I’m forever trying to make my local image workflow easier. I work with images as part of blog posts, images as part of sites I’m working on, images headed to social media… images everywhere. Almost always headed to the web. If we’re taught one thing about images and the web, it’s that they should be optimized.
For me, that means dragging every single image onto ImageOptim before using it. Monotonous repetitive tasks are fertile ground for computerization, so let’s computerize it.
The Desktop is my staging area
It’s just how I work. Things I’m actively using go on the Desktop. I do whatever I’m doing with them, then move them away. I keep it pretty tidy. Images are one of the most common things that end up there. Perhaps it’s a screenshot that needs to get resized, then optimized, then uploaded somewhere, then deleted.
The Desktop is a convenient place, for me, for all that to happen.
Making any image on the Desktop automatically optimized
What if we didn’t need to optimize images because any image that was on the Desktop was automatically optimized? That’s what we’re shooting for here.
One way to approach this would be to set up a Grunt/Gulp/Webpack/Whatever watch
task to watch the Desktop. Then if an image file appears there, run an image optimization task. A lot of us probably already do this with the web projects we work on. This wouldn’t be much different.
Except… that we’d need to gulp watch
(or whatever) from the command line every time we restarted. I bet there is some trickery to avoid that. Like putting the command into `~/.bash_profile` or something. I didn’t go down that road, though, because…
Enter Hazel
A number of recommendations from folks turned me onto Hazel. It’s basically a watch task for macOS, with a UI to set up all the stuff you want it to do. For example, you can watch your Downloads folder, and if the type of file is a Movie, you can automatically move it to the Movies folder. Cool.
That makes what we want to do real easy. We watch the Desktop folder and if the kind of file is an Image, open it in ImageOptim.

Simple, indeed
This is a pretty simple and obvious thing that I could have done years ago. That’s why I’m blogging it, I suppose. It’s a simple thing that has helped me a ton and might help you. Most importantly, I’ve actually stuck with it. Sometimes I try out some workflow optimization and it doesn’t stick. This has.
This inspired me to do it the bash profile way.
Put that function in your bash profile and either run it from inside a directory as “optimize” or specify a directory and it will duplicate the directory and optimize the result ex. “optimize my-dir”
Good article Chris
Forgot to mention, this requires that you have imageoptim installed.
I added this to my bash_profile yesterday, and I’ve already used it at least a dozen times.
You could also use macOS’ own Automator and its folder actions.

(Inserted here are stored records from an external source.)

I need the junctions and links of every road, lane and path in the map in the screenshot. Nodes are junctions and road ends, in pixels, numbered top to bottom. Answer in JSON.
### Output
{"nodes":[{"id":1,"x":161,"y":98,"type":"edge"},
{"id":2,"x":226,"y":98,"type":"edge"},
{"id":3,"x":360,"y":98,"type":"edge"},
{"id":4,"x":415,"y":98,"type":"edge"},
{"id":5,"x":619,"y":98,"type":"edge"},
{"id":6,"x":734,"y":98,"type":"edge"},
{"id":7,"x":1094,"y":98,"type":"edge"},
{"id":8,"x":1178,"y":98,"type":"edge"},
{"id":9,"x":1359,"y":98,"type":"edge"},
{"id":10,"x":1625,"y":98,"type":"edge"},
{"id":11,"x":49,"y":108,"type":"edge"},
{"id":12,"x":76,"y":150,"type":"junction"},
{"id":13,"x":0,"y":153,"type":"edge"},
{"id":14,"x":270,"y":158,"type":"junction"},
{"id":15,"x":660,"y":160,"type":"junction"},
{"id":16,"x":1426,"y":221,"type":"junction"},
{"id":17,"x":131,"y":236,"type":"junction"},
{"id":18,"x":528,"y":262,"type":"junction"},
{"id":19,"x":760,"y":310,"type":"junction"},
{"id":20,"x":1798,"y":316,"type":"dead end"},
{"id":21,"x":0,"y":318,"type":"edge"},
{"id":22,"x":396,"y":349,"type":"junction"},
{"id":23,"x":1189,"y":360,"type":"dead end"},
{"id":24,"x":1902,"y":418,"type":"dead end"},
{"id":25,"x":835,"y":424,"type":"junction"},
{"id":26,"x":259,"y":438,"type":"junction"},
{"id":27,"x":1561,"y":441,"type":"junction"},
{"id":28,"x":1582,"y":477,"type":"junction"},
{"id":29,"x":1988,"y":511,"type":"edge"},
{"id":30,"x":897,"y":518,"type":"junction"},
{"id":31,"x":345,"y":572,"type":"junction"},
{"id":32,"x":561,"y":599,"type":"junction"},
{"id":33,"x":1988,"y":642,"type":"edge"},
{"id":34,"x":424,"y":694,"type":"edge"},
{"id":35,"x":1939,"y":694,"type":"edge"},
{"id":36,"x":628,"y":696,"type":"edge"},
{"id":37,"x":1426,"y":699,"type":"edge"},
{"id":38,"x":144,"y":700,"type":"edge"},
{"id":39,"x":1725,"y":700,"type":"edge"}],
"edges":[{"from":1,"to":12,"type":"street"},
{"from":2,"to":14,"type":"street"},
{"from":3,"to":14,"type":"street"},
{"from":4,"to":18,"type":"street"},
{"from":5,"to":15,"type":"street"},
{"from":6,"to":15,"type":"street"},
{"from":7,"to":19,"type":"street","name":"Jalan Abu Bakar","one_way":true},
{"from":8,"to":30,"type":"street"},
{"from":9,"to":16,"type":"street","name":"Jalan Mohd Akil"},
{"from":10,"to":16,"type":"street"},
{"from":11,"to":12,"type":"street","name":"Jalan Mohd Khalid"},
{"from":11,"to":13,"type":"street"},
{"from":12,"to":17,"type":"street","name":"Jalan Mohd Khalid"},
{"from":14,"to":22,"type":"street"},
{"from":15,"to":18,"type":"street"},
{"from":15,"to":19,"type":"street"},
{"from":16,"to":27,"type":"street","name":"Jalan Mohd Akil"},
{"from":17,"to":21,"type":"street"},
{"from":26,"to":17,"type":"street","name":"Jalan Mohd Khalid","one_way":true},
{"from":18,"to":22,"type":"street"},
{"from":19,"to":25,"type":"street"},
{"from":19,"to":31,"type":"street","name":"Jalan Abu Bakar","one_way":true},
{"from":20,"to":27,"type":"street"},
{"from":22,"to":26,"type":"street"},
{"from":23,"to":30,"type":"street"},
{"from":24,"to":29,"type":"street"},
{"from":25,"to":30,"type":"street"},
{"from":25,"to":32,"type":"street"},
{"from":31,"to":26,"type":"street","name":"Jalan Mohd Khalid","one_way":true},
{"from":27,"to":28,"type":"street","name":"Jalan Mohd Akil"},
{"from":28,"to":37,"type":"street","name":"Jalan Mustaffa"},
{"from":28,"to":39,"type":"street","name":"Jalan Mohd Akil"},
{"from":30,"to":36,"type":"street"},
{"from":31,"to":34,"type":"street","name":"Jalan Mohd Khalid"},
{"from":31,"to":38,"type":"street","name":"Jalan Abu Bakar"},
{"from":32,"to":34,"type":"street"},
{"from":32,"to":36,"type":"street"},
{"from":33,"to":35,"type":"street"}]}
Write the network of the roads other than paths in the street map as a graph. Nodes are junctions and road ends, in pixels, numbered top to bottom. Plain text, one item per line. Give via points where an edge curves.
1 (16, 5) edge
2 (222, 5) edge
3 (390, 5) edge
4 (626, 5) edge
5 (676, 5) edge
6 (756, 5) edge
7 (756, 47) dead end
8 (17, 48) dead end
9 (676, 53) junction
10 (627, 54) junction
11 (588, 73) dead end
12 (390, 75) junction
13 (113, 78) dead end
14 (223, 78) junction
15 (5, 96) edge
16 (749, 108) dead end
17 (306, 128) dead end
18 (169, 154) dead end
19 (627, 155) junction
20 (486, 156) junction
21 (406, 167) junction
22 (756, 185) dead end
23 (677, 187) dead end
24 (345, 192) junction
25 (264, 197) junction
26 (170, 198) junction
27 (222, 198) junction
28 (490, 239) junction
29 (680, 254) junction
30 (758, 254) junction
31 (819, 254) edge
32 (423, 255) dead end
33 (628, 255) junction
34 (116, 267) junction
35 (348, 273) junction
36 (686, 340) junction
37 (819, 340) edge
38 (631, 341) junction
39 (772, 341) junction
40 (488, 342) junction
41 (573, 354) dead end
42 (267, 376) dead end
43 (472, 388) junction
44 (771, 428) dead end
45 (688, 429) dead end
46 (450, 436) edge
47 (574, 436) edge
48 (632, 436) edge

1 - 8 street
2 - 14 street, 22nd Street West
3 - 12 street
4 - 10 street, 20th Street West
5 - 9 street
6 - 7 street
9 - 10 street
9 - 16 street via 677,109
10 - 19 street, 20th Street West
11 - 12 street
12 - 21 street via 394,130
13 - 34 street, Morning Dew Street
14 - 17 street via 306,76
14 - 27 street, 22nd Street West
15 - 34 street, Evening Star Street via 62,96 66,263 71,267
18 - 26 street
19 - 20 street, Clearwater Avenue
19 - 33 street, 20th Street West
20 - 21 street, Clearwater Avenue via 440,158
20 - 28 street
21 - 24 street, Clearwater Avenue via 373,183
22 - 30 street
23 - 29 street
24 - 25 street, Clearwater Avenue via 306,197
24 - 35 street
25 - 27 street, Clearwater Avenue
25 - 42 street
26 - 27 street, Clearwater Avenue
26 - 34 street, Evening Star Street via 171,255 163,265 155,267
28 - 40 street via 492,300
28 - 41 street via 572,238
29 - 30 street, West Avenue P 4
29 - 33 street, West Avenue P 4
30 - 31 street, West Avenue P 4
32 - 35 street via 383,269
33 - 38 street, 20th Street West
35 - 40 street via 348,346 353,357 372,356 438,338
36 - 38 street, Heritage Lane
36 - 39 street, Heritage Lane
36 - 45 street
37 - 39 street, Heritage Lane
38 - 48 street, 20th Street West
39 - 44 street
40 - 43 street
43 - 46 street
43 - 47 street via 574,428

Or you can do it all locally with https://github.com/toy/image_optim
You can skip all local image optimization by hosting the images on Sirv. Upload your original images and they can be instantly served at any size, with any optimization settings, by appending options in the URL. This demo shows the options:
https://sirv.com/demos/dynamic-imaging/
It can deliver images over a CDN and automatically serves WebP when possible and retina when possible. There’s a free plan and a range of paid plans depending on how much storage you need. (I’m one of the creators of Sirv).
Hey Chris, great tips. I try to keep my desktop neat too when I’m editing images. I have even tried the bumtop app to organize it, but less clutter is always better for working with images. Thanks for the help.
I’m using the same approach with Hazel.
But I put my images into Dropbox «Public» folder. This allows me to compose direct link for sharing.
If someone interested, I can share my setup.
Trouble with optimizing images is that the really big gains come from lossy optimizations like those you get from ImageAlpha, but deciding which degree of loss is acceptable is a really hard problem to automate, but really easy for a human.
Thanks so much for this, Chris: I’ve been looking for something dead-simple like Hazel for a long time. Combining a variation of what you’ve suggested here with Hazel’s SFTP upload action has improved my image workflow dramatically.